From our very busy Annals of Apartheid Tourism Bureau
Once again, the Canadian press is paying attention to one of their own whose apartheid privileges are being abused by the Castro regime.
Ay! Imagine this if you can: A Canadian tourist is being treated as if he were a Cuban!
Sacre merde des chiens de Saint-Lazare-des-béquilles!
How dare those nasty subhuman Cubans treat a Canadian this way, especially one who proudly posed for a photo under Che’s image in Havana, one of the largest icons on earth, bigger even than “Touchdown Jesus” at the University of Notre Dame.
The “injustice that prevails in Cuba” should not affect Canadians. No way. Canadian tourists who go there to enjoy apartheid resorts deserve immunity from such injustice. After all, they ARE superior beings.
Never mind the fact that relatives of this trapped Canadian feel like Castrogonia is stuck “in the middle ages.”
That backwardness is perfectly alright for the Cubans who serve the millions of Canadians who enjoy dream holidays on the island slave plantation without giving a second thought to the repression and deprivations imposed on all Cubans by their murderous rulers.
Such backwardness should be expected from savages. But it should not be an impediment to apartheid tourism!
Sadly and predictably, their protests in Quebec will have no positive impact whatsoever.
Don’t expect any Canadians to cancel their plans for a Cuban “holiday.” And don’t expect the Canadian government to stop loving and helping the Castro regime.

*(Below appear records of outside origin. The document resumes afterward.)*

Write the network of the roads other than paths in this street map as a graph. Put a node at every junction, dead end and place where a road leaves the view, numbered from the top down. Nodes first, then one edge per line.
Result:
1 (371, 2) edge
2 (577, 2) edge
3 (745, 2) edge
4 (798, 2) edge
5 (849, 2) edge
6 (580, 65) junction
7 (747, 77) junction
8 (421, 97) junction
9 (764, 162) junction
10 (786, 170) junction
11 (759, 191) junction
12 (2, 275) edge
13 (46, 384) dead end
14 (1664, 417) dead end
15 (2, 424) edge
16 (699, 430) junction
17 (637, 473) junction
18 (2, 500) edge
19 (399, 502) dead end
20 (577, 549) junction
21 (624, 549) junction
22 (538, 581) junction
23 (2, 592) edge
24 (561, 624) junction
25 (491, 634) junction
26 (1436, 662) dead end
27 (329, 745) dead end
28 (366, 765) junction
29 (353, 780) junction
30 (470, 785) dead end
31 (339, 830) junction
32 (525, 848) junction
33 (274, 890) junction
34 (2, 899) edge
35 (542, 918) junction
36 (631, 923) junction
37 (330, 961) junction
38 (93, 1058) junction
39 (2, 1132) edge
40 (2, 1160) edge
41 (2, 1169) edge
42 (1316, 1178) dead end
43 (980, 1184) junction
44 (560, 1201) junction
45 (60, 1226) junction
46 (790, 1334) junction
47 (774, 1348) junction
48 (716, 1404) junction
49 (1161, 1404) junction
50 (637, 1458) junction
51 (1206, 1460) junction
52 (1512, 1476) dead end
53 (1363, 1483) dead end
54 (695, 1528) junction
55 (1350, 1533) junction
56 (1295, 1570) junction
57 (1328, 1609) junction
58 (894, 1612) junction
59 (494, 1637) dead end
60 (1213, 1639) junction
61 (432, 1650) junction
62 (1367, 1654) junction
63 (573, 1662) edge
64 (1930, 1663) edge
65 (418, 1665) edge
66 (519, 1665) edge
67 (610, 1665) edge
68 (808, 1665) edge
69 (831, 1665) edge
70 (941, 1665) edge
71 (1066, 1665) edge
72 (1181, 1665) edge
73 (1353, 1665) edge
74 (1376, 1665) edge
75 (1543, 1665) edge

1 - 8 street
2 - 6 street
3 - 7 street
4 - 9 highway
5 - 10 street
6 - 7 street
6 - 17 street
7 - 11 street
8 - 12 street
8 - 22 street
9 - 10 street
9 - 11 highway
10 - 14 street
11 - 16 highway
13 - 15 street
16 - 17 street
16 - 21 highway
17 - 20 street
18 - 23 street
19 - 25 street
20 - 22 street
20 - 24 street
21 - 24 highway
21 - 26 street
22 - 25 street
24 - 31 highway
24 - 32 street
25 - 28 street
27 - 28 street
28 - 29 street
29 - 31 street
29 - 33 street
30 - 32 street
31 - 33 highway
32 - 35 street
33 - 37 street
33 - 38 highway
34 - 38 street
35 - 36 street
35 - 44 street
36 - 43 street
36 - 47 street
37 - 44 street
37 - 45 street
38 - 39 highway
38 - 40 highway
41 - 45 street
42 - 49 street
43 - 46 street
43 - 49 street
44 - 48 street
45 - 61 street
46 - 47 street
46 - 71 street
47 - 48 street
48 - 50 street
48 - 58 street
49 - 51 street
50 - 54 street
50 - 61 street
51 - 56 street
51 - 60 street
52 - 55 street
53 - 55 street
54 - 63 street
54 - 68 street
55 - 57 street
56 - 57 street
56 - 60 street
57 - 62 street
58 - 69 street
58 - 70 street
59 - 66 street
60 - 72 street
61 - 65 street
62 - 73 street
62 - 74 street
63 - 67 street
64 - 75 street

Most probably, these protests will only serve to heighten the feelings of superiority and the bigotry that so many Canadian tourists to Castrogonia already harbor in their hearts and minds.
From CTV News
Protesters gathered outside a Cuban tourism office in Montreal to support a father who’s been stuck in Cuba for over a year — and faces a second trial on Monday for his involvement in a fatal boating accident.
During a family trip to Cuba in July 2017, Montreal resident Toufik Benhamiche was driving a boat that veered out of control and killed an Ontario woman. He was charged and convicted of criminal negligence causing death.

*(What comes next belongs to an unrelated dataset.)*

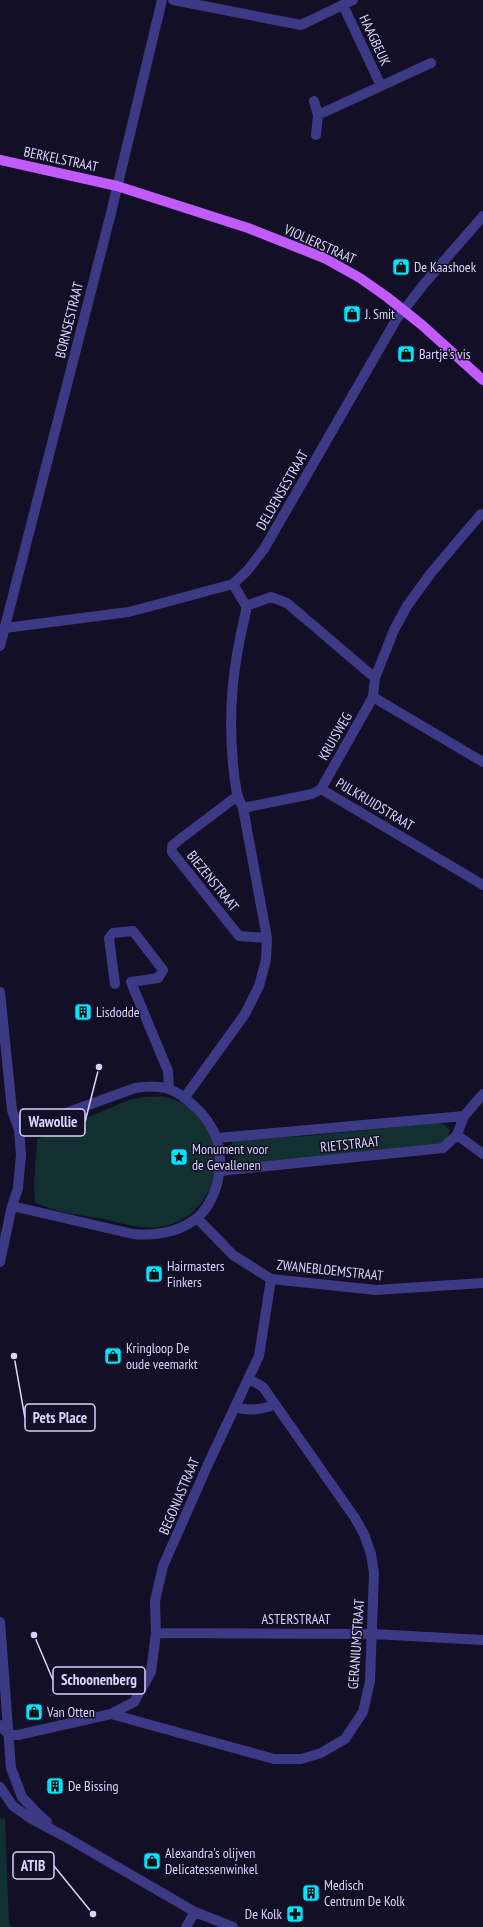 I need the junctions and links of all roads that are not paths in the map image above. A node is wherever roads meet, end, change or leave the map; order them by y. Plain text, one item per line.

Benhamiche was released from custody after both his conviction and his four-year prison sentence were overturned by Cuba’s top court.
“It was fantastic news for me. And at that time, I felt the nightmare was finishing,” Benhamiche told CTV Montreal from Cuba.

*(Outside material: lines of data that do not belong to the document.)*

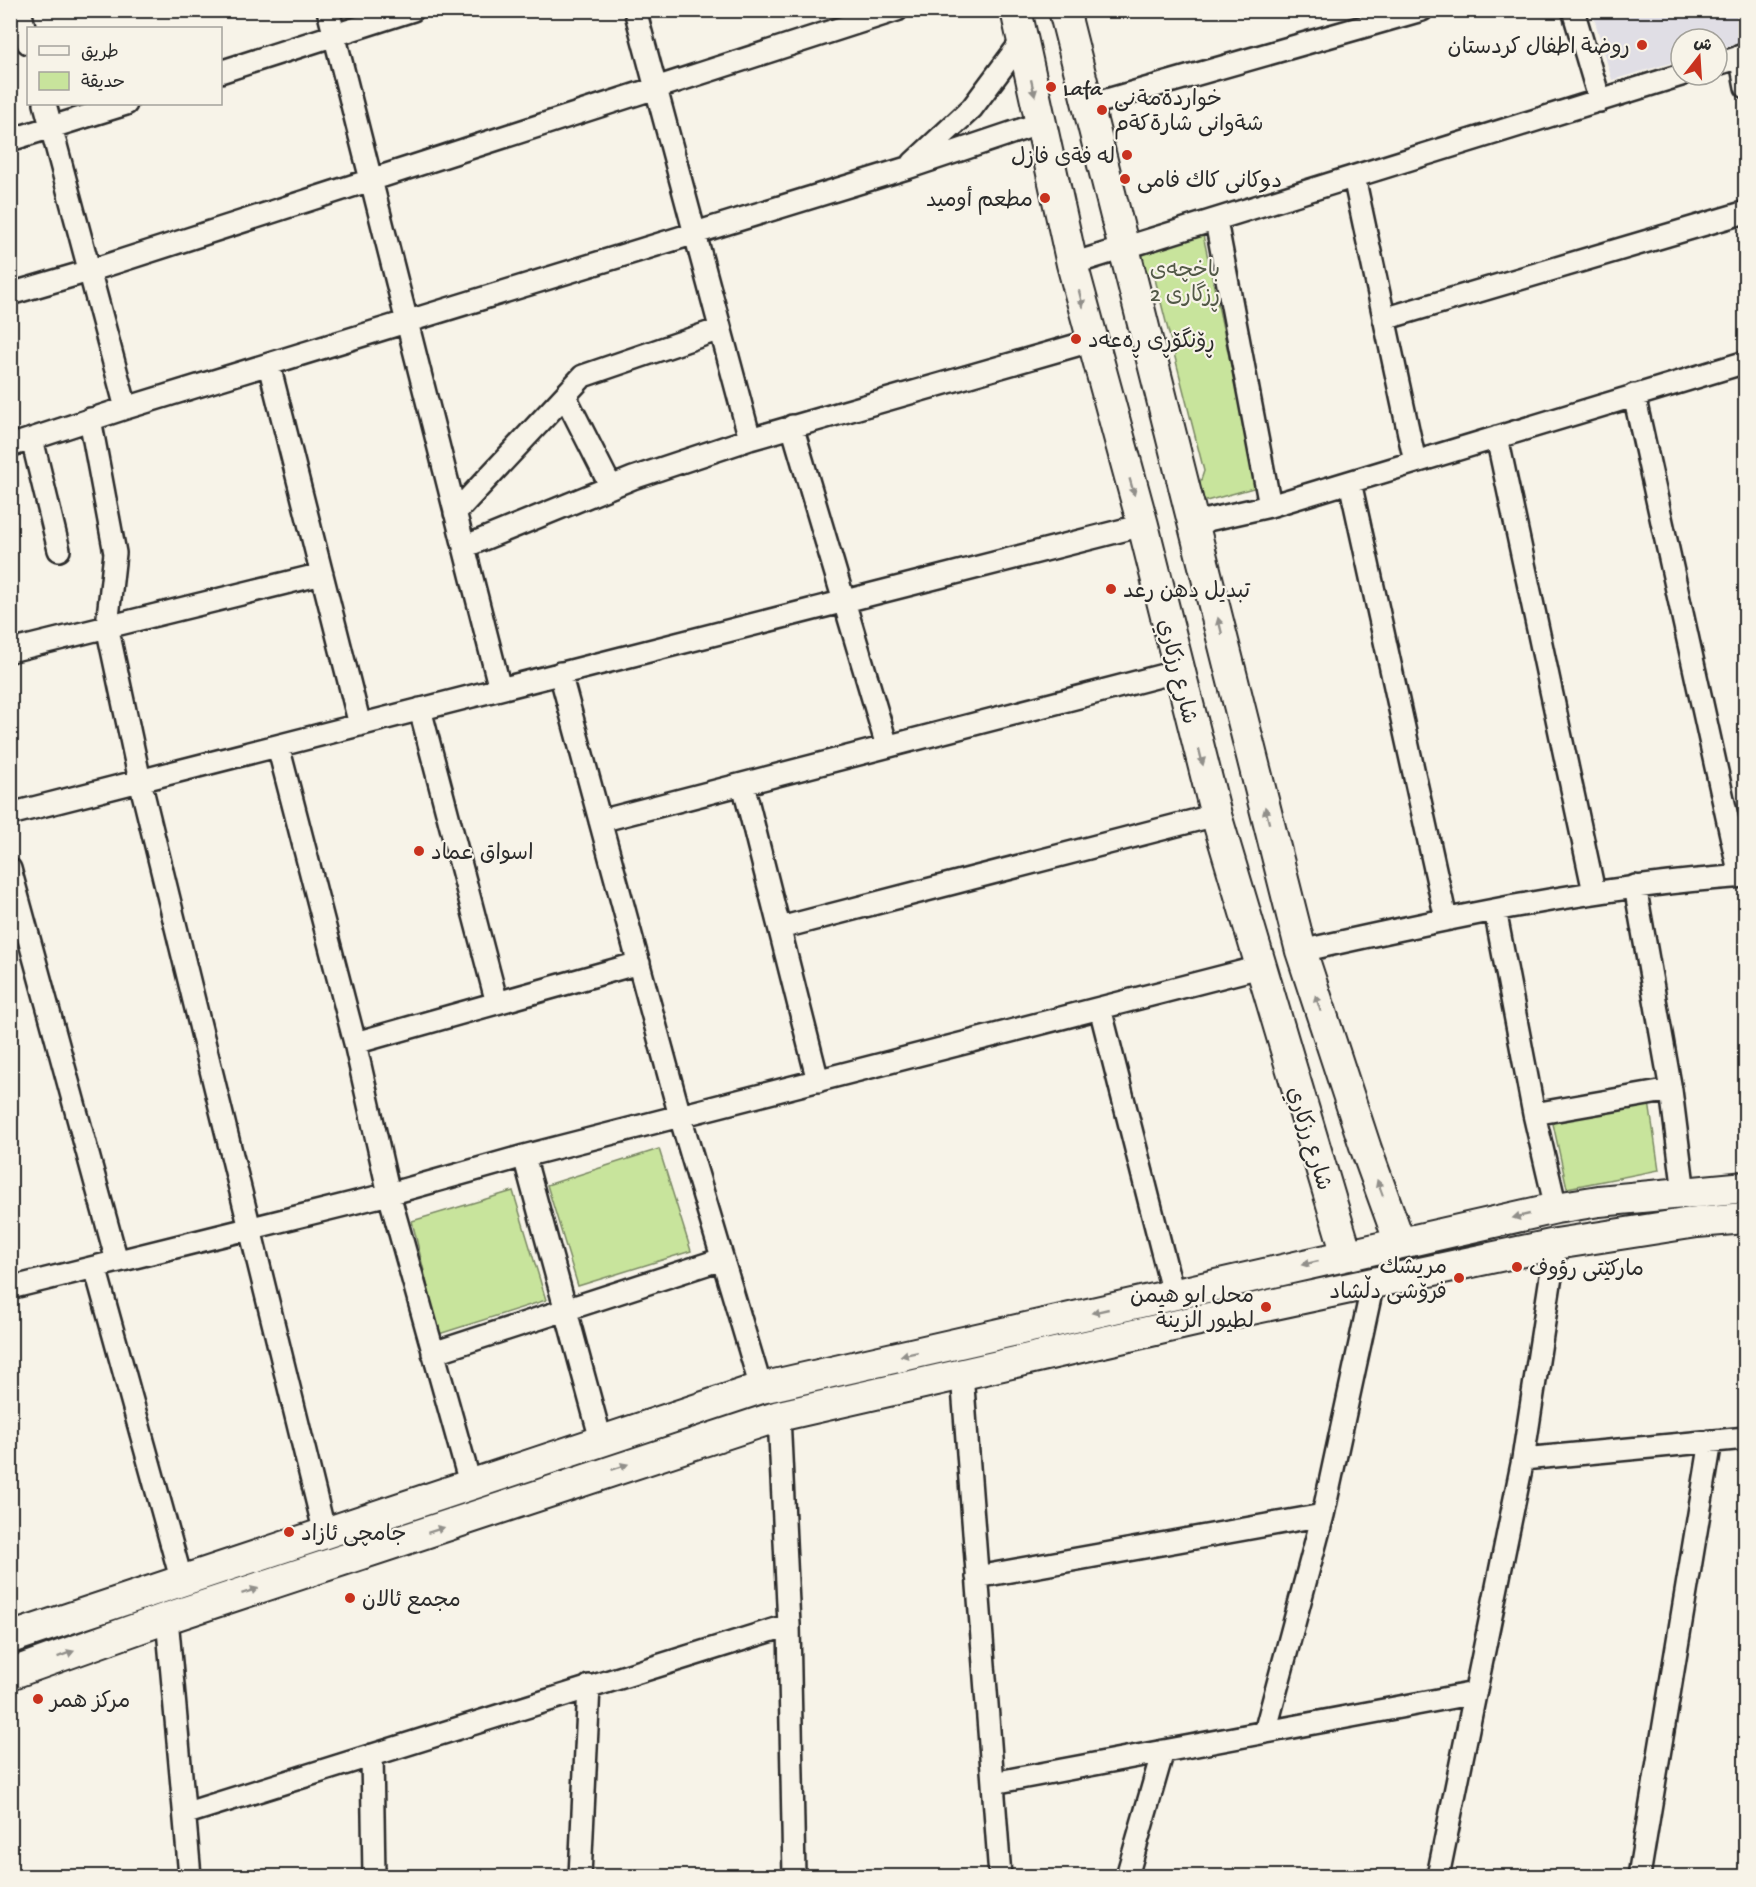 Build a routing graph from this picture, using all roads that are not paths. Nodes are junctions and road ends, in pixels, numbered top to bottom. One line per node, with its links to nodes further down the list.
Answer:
1 (20, 10): 11 (street)
2 (328, 10): 10 (street)
3 (413, 10): 10 (street)
4 (635, 10): 17 (street)
5 (897, 10): 17 (street)
6 (1016, 10): 12 (street, شارع رزكاري)
7 (1064, 10): 21 (street)
8 (1422, 10): 21 (street)
9 (1573, 10): 18 (street)
10 (335, 35): 14 (street); 27 (street)
11 (27, 39)
12 (1022, 41): 22 (street, شارع رزكاري, one-way to 22); 25 (street)
13 (1743, 56): 16 (street)
14 (222, 71)
15 (1669, 79): 18 (street)
16 (1746, 87)
17 (656, 90): 27 (street); 30 (street)
18 (1600, 100): 26 (street)
19 (45, 105): 23 (street)
20 (123, 105): 23 (street)
21 (1089, 105): 31 (street)
22 (1041, 123): 25 (street); 32 (street, شارع رزكاري)
23 (51, 128): 24 (street); 33 (street)
24 (10, 140)
25 (907, 168): 30 (street)
26 (1354, 177): 29 (street); 35 (street)
27 (372, 181): 33 (street); 36 (street)
28 (1746, 212): 35 (street)
29 (1216, 221): 31 (street); 53 (street)
30 (694, 232): 36 (street); 37 (street)
31 (1123, 250): 32 (street); 55 (street)
32 (1072, 264): 38 (street, شارع رزكاري, one-way to 38)
33 (89, 272): 34 (street); 43 (street)
34 (10, 294)
35 (1384, 319): 50 (street)
36 (407, 322): 40 (street); 54 (street)
37 (720, 329): 42 (street); 48 (street)
38 (1091, 340): 45 (street); 56 (street, شارع رزكاري, one-way to 56)
39 (1746, 362): 41 (street)
40 (269, 365): 43 (street); 59 (street)
41 (1634, 395): 46 (street); 76 (street)
42 (565, 396): 52 (street); 54 (street)
43 (126, 408): 44 (street)
44 (90, 419): 47 (street); 61 (street)
45 (792, 426): 48 (street); 60 (street)
46 (1497, 437): 50 (street); 78 (street)
47 (32, 439): 49 (street); 58 (street)
48 (750, 439): 52 (street)
49 (10, 446)
50 (1415, 462): 51 (street)
51 (1350, 482): 53 (street); 80 (street)
52 (611, 487): 57 (street)
53 (1270, 506): 55 (street)
54 (455, 513): 57 (street)
55 (1194, 523): 82 (street, one-way to 55)
56 (1143, 525): 60 (street); 63 (street, شارع رزكاري)
57 (464, 547): 65 (street)
58 (59, 550)
59 (322, 574): 61 (street); 67 (street)
60 (846, 603): 64 (street); 69 (street)
61 (107, 626): 62 (street); 70 (street)
62 (10, 651)
63 (1179, 671): 69 (street); 73 (street, شارع رزكاري, one-way to 73)
64 (560, 674): 65 (street); 74 (street)
65 (500, 689): 66 (street)
66 (420, 709): 67 (street); 85 (street)
67 (360, 725): 68 (street)
68 (278, 746): 70 (street); 87 (street)
69 (887, 746): 71 (street)
70 (140, 781): 72 (street); 101 (street)
71 (743, 784): 74 (street); 81 (street)
72 (10, 814)
73 (1216, 815): 81 (street); 84 (street, شارع رزكاري)
74 (600, 821): 83 (street)
75 (10, 869): 107 (street)
76 (1743, 876): 77 (street)
77 (1635, 886): 78 (street); 89 (street)
78 (1594, 892): 79 (street)
79 (1495, 910): 80 (street); 90 (street)
80 (1446, 919): 82 (street)
81 (780, 928): 88 (street)
82 (1301, 951): 92 (street, one-way to 82)
83 (639, 963): 85 (street); 91 (street)
84 (1260, 967): 86 (street); 94 (street, شارع رزكاري)
85 (497, 1003): 87 (street)
86 (1100, 1008): 88 (street); 111 (street)
87 (355, 1043): 97 (street)
88 (818, 1081): 91 (street)
89 (1671, 1090): 90 (street); 96 (street)
90 (1534, 1114): 99 (street)
91 (680, 1116): 93 (street); 106 (street)
92 (1365, 1149): 94 (street); 103 (street, one-way to 92)
93 (524, 1156): 97 (street); 112 (street)
94 (1319, 1164): 105 (street, شارع رزكاري)
95 (1746, 1187): 96 (street)
96 (1684, 1193): 98 (street)
97 (389, 1194): 101 (street); 113 (street)
98 (1623, 1199): 99 (street); 102 (street)
99 (1556, 1208): 103 (street, one-way to 103)
100 (1746, 1218): 102 (street)
101 (248, 1227): 107 (street); 125 (street)
102 (1628, 1233): 104 (street)
103 (1400, 1243): 105 (street)
104 (1556, 1244): 109 (street); 122 (street)
105 (1347, 1255): 111 (street, one-way to 111)
106 (722, 1258): 112 (street); 116 (street)
107 (117, 1261): 108 (street)
108 (95, 1267): 110 (street); 127 (street)
109 (1373, 1283): 115 (street); 124 (street)
110 (10, 1288)
111 (1173, 1294): 114 (street, one-way to 114)
112 (566, 1309): 113 (street); 120 (street)
113 (434, 1353): 123 (street)
114 (868, 1362): 116 (street); 117 (street)
115 (962, 1374): 117 (street); 126 (street)
116 (761, 1388): 120 (street)
117 (874, 1394): 118 (street)
118 (779, 1416): 128 (street, one-way to 118); 129 (street)
119 (1746, 1438): 121 (street)
120 (601, 1440): 123 (street)
121 (1710, 1441): 122 (street); 146 (street)
122 (1523, 1459): 133 (street)
123 (470, 1484): 125 (street)
124 (1323, 1515): 126 (street); 134 (street)
125 (325, 1534): 127 (street)
126 (977, 1577): 137 (street)
127 (182, 1582): 130 (street)
128 (167, 1618): 131 (street, one-way to 128); 138 (street)
129 (789, 1624): 132 (street); 142 (street)
130 (10, 1638)
131 (10, 1674)
132 (589, 1686): 136 (street); 141 (street)
133 (1475, 1693): 134 (street); 145 (street)
134 (1265, 1732): 135 (street)
135 (1163, 1751): 137 (street); 144 (street)
136 (372, 1755): 138 (street); 140 (street)
137 (993, 1783): 143 (street)
138 (187, 1813): 139 (street)
139 (190, 1876)
140 (374, 1876)
141 (580, 1876)
142 (794, 1876)
143 (1000, 1876)
144 (1127, 1876)
145 (1438, 1876)
146 (1639, 1876)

He and his lawyer have alleged that he was given very little direction on how to operate the boat.
But even though his conviction was overturned last summer, Benhamiche was not allowed to go home. On Monday, he will be tried again for criminal negligence, after a second trial was ordered.
On Sunday, more than 50 protesters gathered in Montreal to demand the Canadian and Cuban governments do more to get him home.
“It could happen to anyone, like any tourist who has been there. And to see the injustice that prevails in Cuba, we had to do something,” said protester Linda Pelleri.
Benhamiche’s wife, Kahina Bensaadi, told CTV Montreal that the situation has been “very difficult.” Although her husband isn’t in jail, she said it’s like he is in one.
“It’s like if you’re in jail if you can’t work, you can’t see your family, you can’t kiss your two daughters every night,” she said, adding that she doesn’t trust the system in Cuba.
“It’s the same judges who ignored the law a year-and-a-half before,” Bensaadi said. “It’s completely unrealistic. They ignore everything. We feel we are in the middle ages.”